Dun Laoghaire is a quintessentially Victorian town south of Dublin with excellent rail and road links to the city. A former safe haven for shipping that became first a port for mail boats and then the principal ferry port for Dublin, it has the feel of a seaside resort without being dominated by tourism. Despite the loss of a major employer when Stena Lines closed its service in 2014, Dun Laoghaire has built on its attraction as a day visit destination, its cultural history and coastal location. Through strong political and professional leadership, the Council took full advantage of the hiatus created by Covid restrictions to implement traffic management and other projects that have benefited the town, including temporary pedestrianisation that is now being made permanent and a coastal cycle route. Plans and developments that have been in the pipeline for several years through a series of Urban Framework documents have been implemented in recent years
In addition to making the town centre more attractive for pedestrians there have been some very significant public sector investments such as the excellent Lexicon, a public building that houses the town’s library and other cultural spaces, the repurposed public sea bathing area, the covering of the DART railway to create a landscaped promenade, the improvements to parks and public open space and the purchase of the harbour to develop water based leisure activities and to create access for cruise ship passengers and crews to the town and surrounding area. Enlightened and innovative planning decisions have ensured that new developments and improvements to the public realm take full advantage of sea views and pedestrian access to the waterside.
The principal lesson from these towns is that strong and committed local political leadership working with their professional teams, partners and local communities are still important in creating great places and civic pride. Substantial change involves risk and requires commitment. Dun Laoghaire took a real risk in building the Lexicon, resisting public criticism to create what is now a very popular public building, and in buying the former harbour to protect a vital asset. Inverness is taking a risk with a major investment in a digital visitor destination in its former law courts but has the confidence to do this.

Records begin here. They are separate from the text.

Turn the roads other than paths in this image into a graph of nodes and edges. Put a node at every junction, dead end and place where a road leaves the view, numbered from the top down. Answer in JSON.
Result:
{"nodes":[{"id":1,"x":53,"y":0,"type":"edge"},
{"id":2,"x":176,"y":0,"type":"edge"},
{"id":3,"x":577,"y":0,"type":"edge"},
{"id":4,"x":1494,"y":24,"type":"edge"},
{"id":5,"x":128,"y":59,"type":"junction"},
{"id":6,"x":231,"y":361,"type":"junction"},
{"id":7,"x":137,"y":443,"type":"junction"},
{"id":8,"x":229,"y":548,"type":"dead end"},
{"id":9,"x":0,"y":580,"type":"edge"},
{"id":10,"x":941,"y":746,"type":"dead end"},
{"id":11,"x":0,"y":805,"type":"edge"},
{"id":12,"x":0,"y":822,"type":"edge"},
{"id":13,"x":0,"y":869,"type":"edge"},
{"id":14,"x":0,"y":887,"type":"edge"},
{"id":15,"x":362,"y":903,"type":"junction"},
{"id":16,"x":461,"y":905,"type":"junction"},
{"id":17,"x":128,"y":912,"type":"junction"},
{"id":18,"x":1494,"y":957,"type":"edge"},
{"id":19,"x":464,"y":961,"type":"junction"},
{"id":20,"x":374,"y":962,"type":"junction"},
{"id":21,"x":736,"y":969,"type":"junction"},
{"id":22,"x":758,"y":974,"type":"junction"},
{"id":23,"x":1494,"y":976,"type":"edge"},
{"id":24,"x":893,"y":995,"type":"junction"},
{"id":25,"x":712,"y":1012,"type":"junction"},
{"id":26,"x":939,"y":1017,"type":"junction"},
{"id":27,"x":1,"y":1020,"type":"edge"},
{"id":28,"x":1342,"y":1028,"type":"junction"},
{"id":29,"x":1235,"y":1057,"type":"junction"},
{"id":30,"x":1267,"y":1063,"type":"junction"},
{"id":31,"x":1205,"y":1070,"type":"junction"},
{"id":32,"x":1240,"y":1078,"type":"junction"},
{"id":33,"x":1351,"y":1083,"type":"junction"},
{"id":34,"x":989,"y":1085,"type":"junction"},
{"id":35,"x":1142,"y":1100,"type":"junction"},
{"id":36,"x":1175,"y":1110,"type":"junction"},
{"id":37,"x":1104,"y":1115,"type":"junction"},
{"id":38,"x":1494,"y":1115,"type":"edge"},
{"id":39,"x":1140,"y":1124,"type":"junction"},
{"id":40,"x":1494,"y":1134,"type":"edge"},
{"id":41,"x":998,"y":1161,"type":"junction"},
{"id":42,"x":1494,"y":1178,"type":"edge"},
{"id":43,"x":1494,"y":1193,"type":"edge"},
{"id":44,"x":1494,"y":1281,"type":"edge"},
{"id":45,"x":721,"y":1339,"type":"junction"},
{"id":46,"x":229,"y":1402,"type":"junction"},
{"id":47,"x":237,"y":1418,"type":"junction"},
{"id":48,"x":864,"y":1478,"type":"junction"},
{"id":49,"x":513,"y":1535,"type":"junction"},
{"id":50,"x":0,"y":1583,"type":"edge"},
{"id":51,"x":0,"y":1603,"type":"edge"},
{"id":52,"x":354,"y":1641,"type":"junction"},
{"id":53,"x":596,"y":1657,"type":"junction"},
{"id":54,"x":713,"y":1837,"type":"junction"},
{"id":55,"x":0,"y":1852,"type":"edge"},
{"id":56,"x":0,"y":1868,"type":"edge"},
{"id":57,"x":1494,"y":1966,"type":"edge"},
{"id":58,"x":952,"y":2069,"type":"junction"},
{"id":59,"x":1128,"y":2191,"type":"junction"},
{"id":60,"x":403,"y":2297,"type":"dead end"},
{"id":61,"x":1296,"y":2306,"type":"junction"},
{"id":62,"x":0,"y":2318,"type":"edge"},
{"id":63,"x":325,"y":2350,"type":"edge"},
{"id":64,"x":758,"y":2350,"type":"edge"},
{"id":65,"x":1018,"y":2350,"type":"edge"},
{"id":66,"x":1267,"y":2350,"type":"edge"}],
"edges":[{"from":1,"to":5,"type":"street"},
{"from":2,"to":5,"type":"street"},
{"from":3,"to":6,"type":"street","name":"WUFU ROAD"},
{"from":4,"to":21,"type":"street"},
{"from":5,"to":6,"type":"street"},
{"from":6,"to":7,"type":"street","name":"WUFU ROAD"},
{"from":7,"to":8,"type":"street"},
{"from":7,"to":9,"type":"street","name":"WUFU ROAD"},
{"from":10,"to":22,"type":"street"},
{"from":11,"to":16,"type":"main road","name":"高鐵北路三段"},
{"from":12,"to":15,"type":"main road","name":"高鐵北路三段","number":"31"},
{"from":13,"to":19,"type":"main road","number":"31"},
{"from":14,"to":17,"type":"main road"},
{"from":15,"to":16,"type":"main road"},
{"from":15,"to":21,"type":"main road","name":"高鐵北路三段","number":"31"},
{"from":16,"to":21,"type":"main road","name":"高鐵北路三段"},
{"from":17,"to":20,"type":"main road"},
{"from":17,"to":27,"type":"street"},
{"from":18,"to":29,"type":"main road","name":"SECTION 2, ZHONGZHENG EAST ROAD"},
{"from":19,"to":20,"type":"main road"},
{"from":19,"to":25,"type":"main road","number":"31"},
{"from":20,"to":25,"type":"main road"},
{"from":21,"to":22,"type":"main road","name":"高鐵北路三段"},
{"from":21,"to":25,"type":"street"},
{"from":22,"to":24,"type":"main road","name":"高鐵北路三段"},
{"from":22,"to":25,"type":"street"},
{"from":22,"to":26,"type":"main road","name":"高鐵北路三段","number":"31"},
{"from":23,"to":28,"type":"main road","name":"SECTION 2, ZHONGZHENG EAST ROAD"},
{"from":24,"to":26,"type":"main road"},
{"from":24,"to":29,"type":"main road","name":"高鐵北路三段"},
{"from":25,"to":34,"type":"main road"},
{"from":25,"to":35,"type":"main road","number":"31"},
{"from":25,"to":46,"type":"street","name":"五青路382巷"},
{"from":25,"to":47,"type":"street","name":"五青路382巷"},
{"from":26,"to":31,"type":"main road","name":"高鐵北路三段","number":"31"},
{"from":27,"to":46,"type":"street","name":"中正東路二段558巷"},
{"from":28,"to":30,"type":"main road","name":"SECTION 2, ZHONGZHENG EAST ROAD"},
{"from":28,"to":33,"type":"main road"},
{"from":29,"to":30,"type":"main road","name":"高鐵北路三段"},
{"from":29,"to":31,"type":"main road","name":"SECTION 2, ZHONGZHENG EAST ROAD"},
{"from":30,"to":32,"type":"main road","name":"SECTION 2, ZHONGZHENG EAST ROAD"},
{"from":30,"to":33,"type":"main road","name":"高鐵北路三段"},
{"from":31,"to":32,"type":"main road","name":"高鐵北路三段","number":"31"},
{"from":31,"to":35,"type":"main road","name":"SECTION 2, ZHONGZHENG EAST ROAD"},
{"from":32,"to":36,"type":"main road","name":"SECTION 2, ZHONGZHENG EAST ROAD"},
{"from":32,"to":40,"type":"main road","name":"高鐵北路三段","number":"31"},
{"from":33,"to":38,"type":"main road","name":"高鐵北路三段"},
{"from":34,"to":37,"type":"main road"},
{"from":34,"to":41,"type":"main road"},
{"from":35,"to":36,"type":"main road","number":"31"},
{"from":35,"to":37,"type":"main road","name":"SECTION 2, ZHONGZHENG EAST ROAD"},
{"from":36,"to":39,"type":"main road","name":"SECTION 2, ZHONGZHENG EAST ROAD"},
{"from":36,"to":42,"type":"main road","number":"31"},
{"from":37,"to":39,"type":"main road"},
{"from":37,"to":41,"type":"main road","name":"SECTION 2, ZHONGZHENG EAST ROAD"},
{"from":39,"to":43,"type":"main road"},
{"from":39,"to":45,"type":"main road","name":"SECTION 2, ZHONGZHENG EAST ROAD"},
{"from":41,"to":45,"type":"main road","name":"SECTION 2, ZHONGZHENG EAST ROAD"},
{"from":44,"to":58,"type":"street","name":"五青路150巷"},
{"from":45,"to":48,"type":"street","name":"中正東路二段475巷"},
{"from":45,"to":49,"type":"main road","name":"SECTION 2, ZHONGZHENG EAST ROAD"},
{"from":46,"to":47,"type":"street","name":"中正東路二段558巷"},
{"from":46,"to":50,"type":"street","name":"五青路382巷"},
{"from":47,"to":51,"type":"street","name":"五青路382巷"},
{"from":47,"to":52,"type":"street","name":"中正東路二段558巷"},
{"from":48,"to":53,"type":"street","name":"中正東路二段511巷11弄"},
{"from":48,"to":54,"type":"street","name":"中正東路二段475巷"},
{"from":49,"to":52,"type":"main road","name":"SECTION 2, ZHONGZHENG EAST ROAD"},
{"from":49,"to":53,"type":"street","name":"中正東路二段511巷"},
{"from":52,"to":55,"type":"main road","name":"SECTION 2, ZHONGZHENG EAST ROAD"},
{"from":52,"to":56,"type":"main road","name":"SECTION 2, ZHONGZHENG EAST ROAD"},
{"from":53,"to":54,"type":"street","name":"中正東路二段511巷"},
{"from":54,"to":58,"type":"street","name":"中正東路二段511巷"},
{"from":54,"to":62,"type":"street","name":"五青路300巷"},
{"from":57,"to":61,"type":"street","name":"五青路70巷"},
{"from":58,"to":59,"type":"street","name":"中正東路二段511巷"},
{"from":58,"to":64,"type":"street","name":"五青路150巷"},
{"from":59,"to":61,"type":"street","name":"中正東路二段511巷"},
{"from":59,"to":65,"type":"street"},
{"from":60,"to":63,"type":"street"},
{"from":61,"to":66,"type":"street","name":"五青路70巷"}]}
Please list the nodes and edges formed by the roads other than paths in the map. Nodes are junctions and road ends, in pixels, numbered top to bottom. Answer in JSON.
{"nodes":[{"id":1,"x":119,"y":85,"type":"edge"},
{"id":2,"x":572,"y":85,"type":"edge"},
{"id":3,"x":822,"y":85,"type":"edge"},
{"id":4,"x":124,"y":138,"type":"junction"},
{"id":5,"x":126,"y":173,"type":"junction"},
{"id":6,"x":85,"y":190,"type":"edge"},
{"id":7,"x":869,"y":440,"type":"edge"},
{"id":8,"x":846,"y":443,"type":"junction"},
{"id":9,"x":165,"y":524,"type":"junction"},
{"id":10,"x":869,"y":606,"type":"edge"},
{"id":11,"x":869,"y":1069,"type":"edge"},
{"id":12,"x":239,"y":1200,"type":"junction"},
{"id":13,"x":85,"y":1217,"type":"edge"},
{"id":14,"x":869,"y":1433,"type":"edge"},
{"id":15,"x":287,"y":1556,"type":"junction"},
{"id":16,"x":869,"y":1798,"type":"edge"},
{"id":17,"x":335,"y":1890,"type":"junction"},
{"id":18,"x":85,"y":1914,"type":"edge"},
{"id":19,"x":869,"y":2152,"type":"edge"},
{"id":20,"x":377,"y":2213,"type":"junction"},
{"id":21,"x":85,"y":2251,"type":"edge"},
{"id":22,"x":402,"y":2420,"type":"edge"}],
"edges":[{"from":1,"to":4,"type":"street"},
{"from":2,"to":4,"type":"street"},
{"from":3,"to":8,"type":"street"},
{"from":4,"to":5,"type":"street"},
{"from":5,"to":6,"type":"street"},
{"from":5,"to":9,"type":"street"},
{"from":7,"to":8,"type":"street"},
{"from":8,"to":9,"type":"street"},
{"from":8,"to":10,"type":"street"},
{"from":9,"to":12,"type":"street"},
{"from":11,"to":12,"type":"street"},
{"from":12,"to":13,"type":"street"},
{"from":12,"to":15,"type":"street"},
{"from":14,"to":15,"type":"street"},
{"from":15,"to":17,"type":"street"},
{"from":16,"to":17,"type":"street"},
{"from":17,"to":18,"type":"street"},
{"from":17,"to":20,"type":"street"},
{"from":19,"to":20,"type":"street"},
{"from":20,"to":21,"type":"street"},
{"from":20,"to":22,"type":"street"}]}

We see this across other European towns and cities but the current weakness of local authorities in England has affected their ability to affect positive change. The civic confidence of Dun Laoghaire is palpable as is that of Inverness. Good and committed partnerships between public agencies, businesses and communities are also critical to the success and potential of these towns. Local authorities cannot achieve change without taking others with them and drawing on their resources.